TASK TO COMPLETE | Filter the data for lines with the word "Bistrupvej", then copy every line so identified.

(Entries taken from a collection)
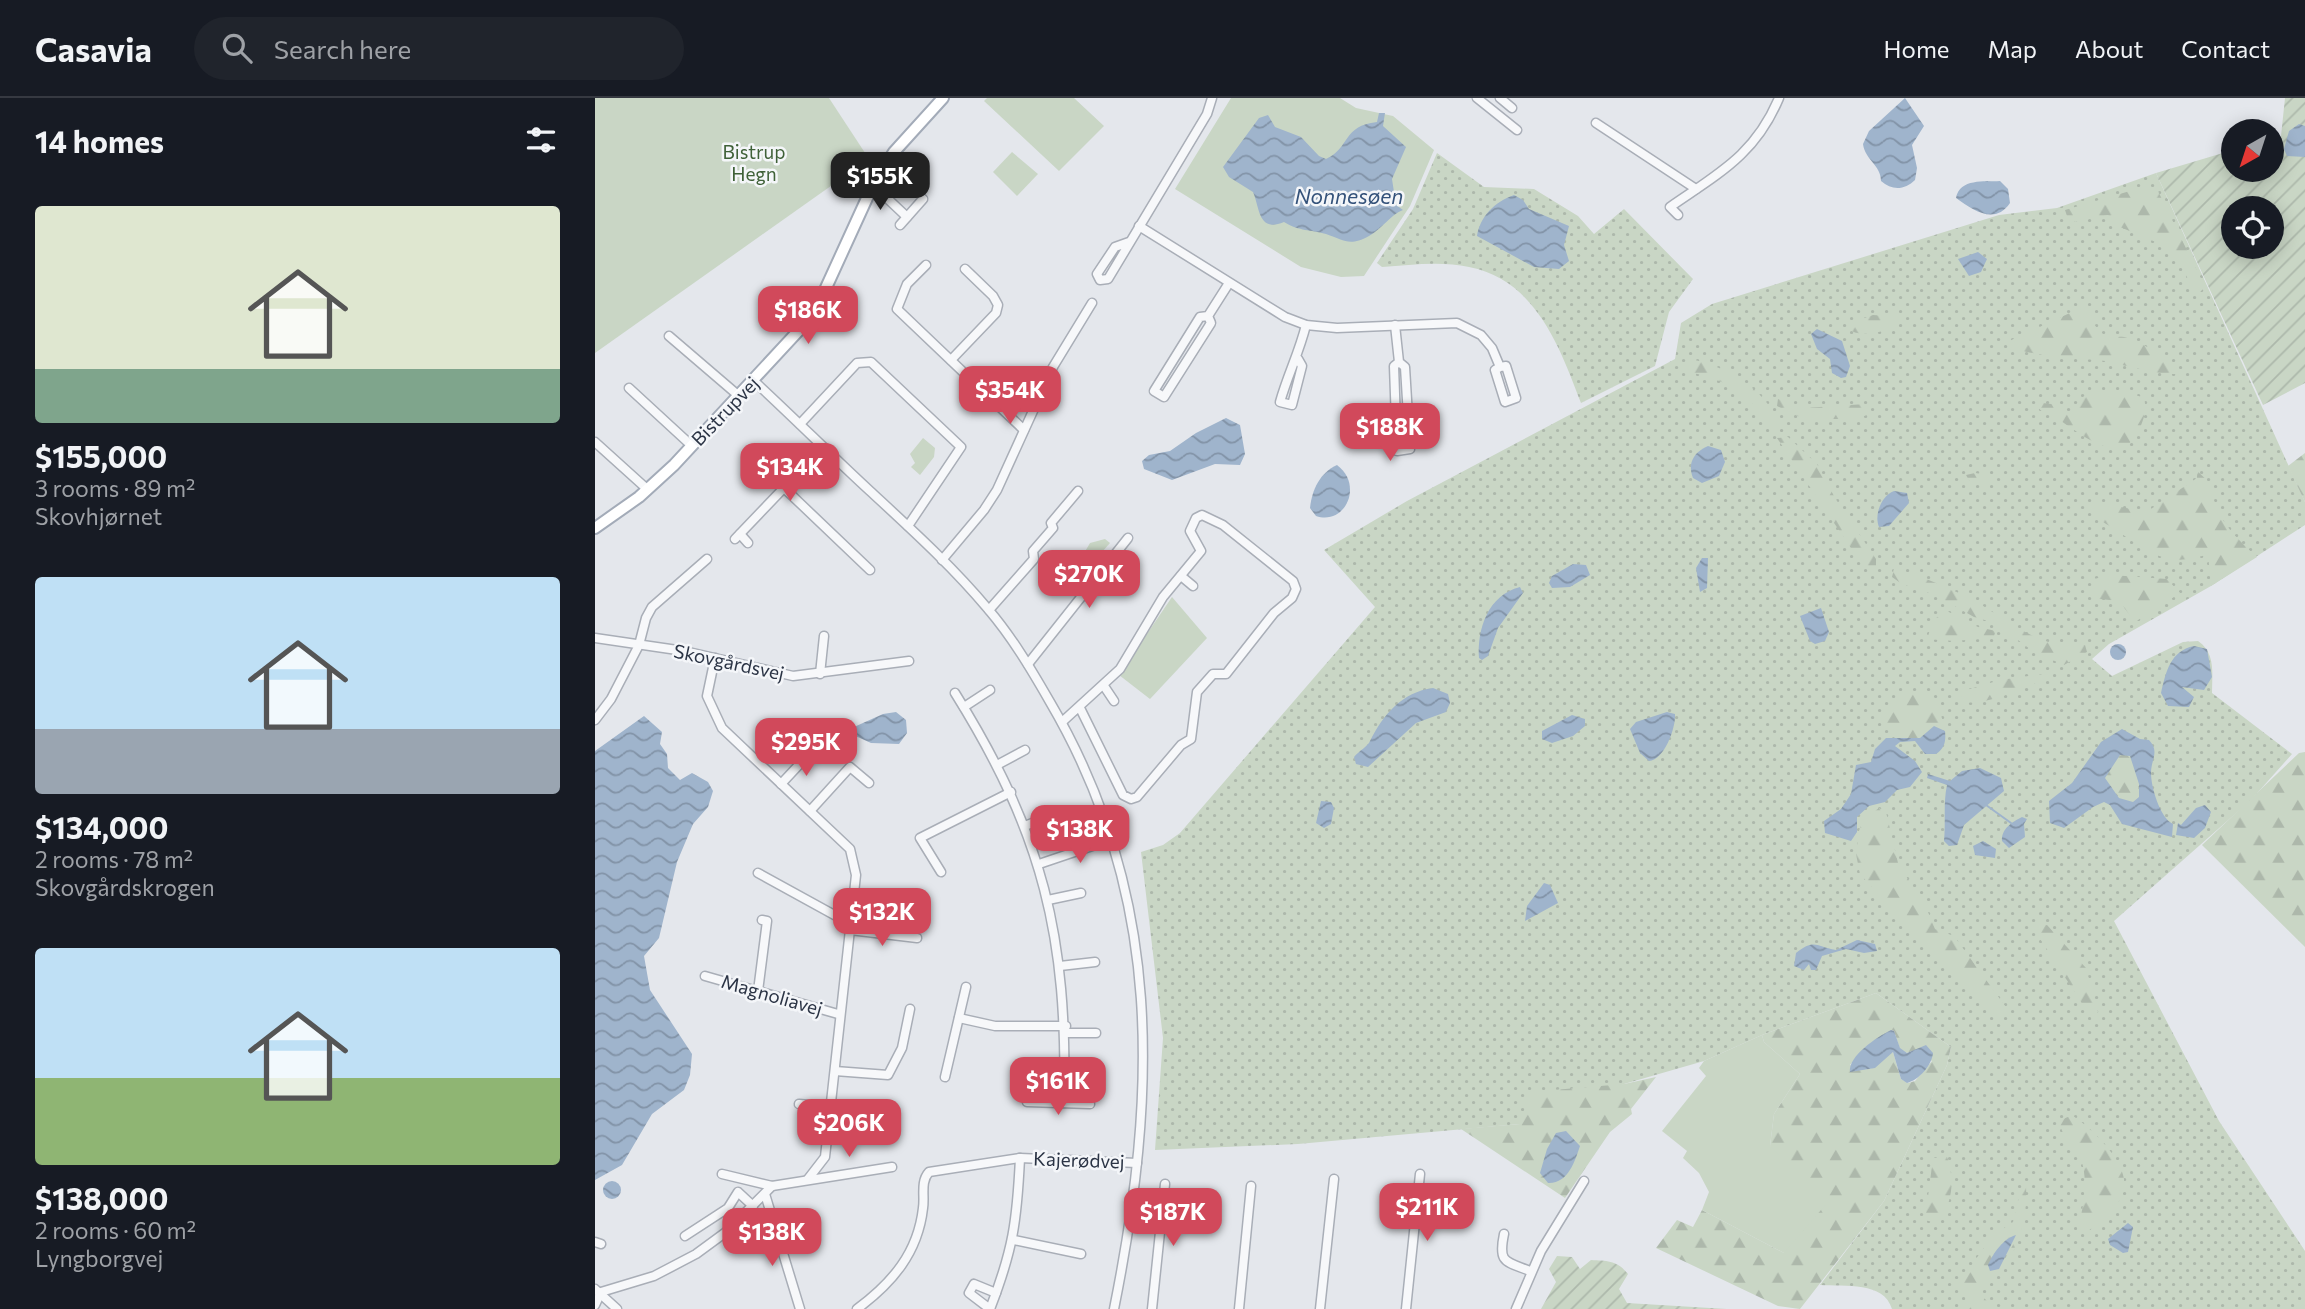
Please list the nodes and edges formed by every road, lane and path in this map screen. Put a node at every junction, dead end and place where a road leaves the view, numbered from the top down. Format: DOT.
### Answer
graph roads {
  1 [pos="943,98"];
  2 [pos="1212,98"];
  3 [pos="1478,98"];
  4 [pos="1500,98"];
  5 [pos="1779,98"];
  6 [pos="1512,108"];
  7 [pos="1596,123"];
  8 [pos="1517,130"];
  9 [pos="873,185"];
  10 [pos="1696,189"];
  11 [pos="923,199"];
  12 [pos="1678,215"];
  13 [pos="907,216"];
  14 [pos="900,225"];
  15 [pos="1139,226"];
  16 [pos="1129,242"];
  17 [pos="926,265"];
  18 [pos="964,269"];
  19 [pos="1229,283"];
  20 [pos="1092,303"];
  21 [pos="1208,316"];
  22 [pos="1306,324"];
  23 [pos="1395,325"];
  24 [pos="669,336"];
  25 [pos="1297,359"];
  26 [pos="951,360"];
  27 [pos="1399,362"];
  28 [pos="1500,367"];
  29 [pos="754,381"];
  30 [pos="629,388"];
  31 [pos="739,396"];
  32 [pos="800,424"];
  33 [pos="1024,430"];
  34 [pos="595,442"];
  35 [pos="692,446"];
  36 [pos="823,447"];
  37 [pos="784,488"];
  38 [pos="647,489"];
  39 [pos="1078,491"];
  40 [pos="908,526"];
  41 [pos="595,528"];
  42 [pos="1128,538"];
  43 [pos="748,543"];
  44 [pos="707,559"];
  45 [pos="942,560"];
  46 [pos="870,570"];
  47 [pos="1181,576"];
  48 [pos="1193,586"];
  49 [pos="989,610"];
  50 [pos="824,636"];
  51 [pos="595,638"];
  52 [pos="639,645"];
  53 [pos="715,659"];
  54 [pos="909,661"];
  55 [pos="1028,664"];
  56 [pos="820,674"];
  57 [pos="1104,686"];
  58 [pos="990,690"];
  59 [pos="955,693"];
  60 [pos="1114,701"];
  61 [pos="964,707"];
  62 [pos="1080,708"];
  63 [pos="595,720"];
  64 [pos="1062,722"];
  65 [pos="1025,750"];
  66 [pos="810,752"];
  67 [pos="997,765"];
  68 [pos="869,783"];
  69 [pos="781,784"];
  70 [pos="1011,792"];
  71 [pos="810,810"];
  72 [pos="1054,814"];
  73 [pos="1024,826"];
  74 [pos="1113,839"];
  75 [pos="1038,864"];
  76 [pos="941,872"];
  77 [pos="758,873"];
  78 [pos="1081,893"];
  79 [pos="1048,900"];
  80 [pos="851,919"];
  81 [pos="762,920"];
  82 [pos="850,930"];
  83 [pos="917,937"];
  84 [pos="1095,962"];
  85 [pos="1060,966"];
  86 [pos="705,976"];
  87 [pos="966,987"];
  88 [pos="758,991"];
  89 [pos="910,1009"];
  90 [pos="838,1014"];
  91 [pos="959,1018"];
  92 [pos="1065,1029"];
  93 [pos="1096,1033"];
  94 [pos="835,1071"];
  95 [pos="945,1077"];
  96 [pos="1027,1102"];
  97 [pos="1064,1103"];
  98 [pos="799,1104"];
  99 [pos="1090,1104"];
  100 [pos="831,1107"];
  101 [pos="1020,1158"];
  102 [pos="1137,1163"];
  103 [pos="892,1167"];
  104 [pos="722,1174"];
  105 [pos="1420,1174"];
  106 [pos="808,1179"];
  107 [pos="1333,1179"];
  108 [pos="1584,1181"];
  109 [pos="1165,1184"];
  110 [pos="772,1186"];
  111 [pos="1251,1186"];
  112 [pos="765,1194"];
  113 [pos="753,1206"];
  114 [pos="1503,1234"];
  115 [pos="685,1236"];
  116 [pos="1014,1240"];
  117 [pos="1081,1254"];
  118 [pos="1530,1271"];
  119 [pos="598,1290"];
  120 [pos="996,1293"];
  121 [pos="595,1305"];
  122 [pos="617,1309"];
  123 [pos="800,1309"];
  124 [pos="856,1309"];
  125 [pos="990,1309"];
  126 [pos="1114,1309"];
  127 [pos="1152,1309"];
  128 [pos="1239,1309"];
  129 [pos="1320,1309"];
  130 [pos="1406,1309"];
  131 [pos="1516,1309"];
  1 -- 9 [label="main road, Bistrupvej"];
  2 -- 15 [label="street"];
  3 -- 8 [label="street"];
  4 -- 6 [label="street"];
  5 -- 10 [label="street"];
  7 -- 10 [label="street"];
  9 -- 13 [label="street"];
  9 -- 29 [label="main road, Bistrupvej"];
  10 -- 12 [label="street"];
  11 -- 13 [label="street"];
  13 -- 14 [label="street"];
  15 -- 16 [label="street"];
  15 -- 19 [label="street"];
  16 -- 16 [label="street"];
  17 -- 26 [label="street"];
  18 -- 26 [label="street"];
  19 -- 21 [label="street"];
  19 -- 22 [label="street"];
  20 -- 33 [label="street"];
  21 -- 21 [label="street"];
  22 -- 23 [label="street"];
  22 -- 25 [label="street"];
  23 -- 27 [label="street"];
  23 -- 28 [label="street"];
  24 -- 31 [label="street"];
  25 -- 25 [label="street"];
  26 -- 33 [label="street"];
  27 -- 27 [label="street"];
  29 -- 31 [label="main road, Bistrupvej"];
  29 -- 32 [label="street"];
  30 -- 35 [label="street"];
  31 -- 35 [label="main road, Bistrupvej"];
  32 -- 36 [label="street"];
  32 -- 40 [label="street"];
  33 -- 45 [label="street"];
  34 -- 38 [label="street"];
  35 -- 38 [label="main road, Bistrupvej"];
  36 -- 37 [label="street"];
  36 -- 40 [label="street"];
  37 -- 43 [label="street"];
  37 -- 46 [label="street"];
  38 -- 41 [label="main road, Bistrupvej"];
  39 -- 49 [label="street"];
  40 -- 45 [label="street"];
  42 -- 55 [label="street"];
  44 -- 52 [label="street"];
  45 -- 49 [label="street"];
  47 -- 48 [label="street"];
  47 -- 57 [label="street"];
  47 -- 62 [label="street"];
  49 -- 55 [label="street"];
  50 -- 56 [label="street"];
  51 -- 52 [label="street, Skovgårdsvej"];
  52 -- 53 [label="street, Skovgårdsvej"];
  52 -- 63 [label="street"];
  53 -- 56 [label="street, Skovgårdsvej"];
  53 -- 69 [label="street"];
  54 -- 56 [label="street, Skovgårdsvej"];
  55 -- 64 [label="street"];
  57 -- 60 [label="street"];
  57 -- 62 [label="street"];
  58 -- 61 [label="street"];
  59 -- 61 [label="street"];
  61 -- 67 [label="street"];
  62 -- 64 [label="street"];
  64 -- 74 [label="street"];
  65 -- 67 [label="street"];
  66 -- 69 [label="street"];
  67 -- 70 [label="street"];
  68 -- 71 [label="street"];
  69 -- 71 [label="street"];
  70 -- 73 [label="street"];
  70 -- 76 [label="street"];
  71 -- 80 [label="street"];
  72 -- 73 [label="street"];
  73 -- 75 [label="street"];
  74 -- 75 [label="street"];
  74 -- 102 [label="street"];
  75 -- 79 [label="street"];
  77 -- 80 [label="street"];
  78 -- 79 [label="street"];
  79 -- 85 [label="street"];
  80 -- 82 [label="street"];
  81 -- 88 [label="street"];
  82 -- 83 [label="street"];
  82 -- 90 [label="street"];
  84 -- 85 [label="street"];
  85 -- 92 [label="street"];
  86 -- 88 [label="street, Magnoliavej"];
  87 -- 91 [label="street"];
  88 -- 90 [label="street, Magnoliavej"];
  89 -- 94 [label="street"];
  90 -- 94 [label="street"];
  91 -- 92 [label="street"];
  91 -- 95 [label="street"];
  92 -- 93 [label="street"];
  92 -- 97 [label="street"];
  94 -- 100 [label="street"];
  96 -- 97 [label="street"];
  97 -- 99 [label="street"];
  98 -- 100 [label="street"];
  100 -- 106 [label="street"];
  101 -- 102 [label="street, Kajerødvej"];
  101 -- 116 [label="street, Kajerødvej"];
  101 -- 124 [label="street, Kajerødvej"];
  102 -- 126 [label="street"];
  103 -- 106 [label="street"];
  104 -- 110 [label="street"];
  105 -- 130 [label="street"];
  106 -- 110 [label="street"];
  107 -- 129 [label="street"];
  108 -- 118 [label="street"];
  109 -- 127 [label="street"];
  110 -- 112 [label="street"];
  111 -- 128 [label="street"];
  112 -- 113 [label="street"];
  112 -- 123 [label="street"];
  113 -- 115 [label="street"];
  113 -- 119 [label="street"];
  114 -- 118 [label="street"];
  116 -- 117 [label="street"];
  116 -- 120 [label="street, Kajerødvej"];
  118 -- 131 [label="street"];
  119 -- 121 [label="street"];
  119 -- 122 [label="street"];
  120 -- 125 [label="street, Kajerødvej"];
  120 -- 125 [label="street, Kajerødvej"];
}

SOLUTION BELOW |
  1 -- 9 [label="main road, Bistrupvej"];
  9 -- 29 [label="main road, Bistrupvej"];
  29 -- 31 [label="main road, Bistrupvej"];
  31 -- 35 [label="main road, Bistrupvej"];
  35 -- 38 [label="main road, Bistrupvej"];
  38 -- 41 [label="main road, Bistrupvej"];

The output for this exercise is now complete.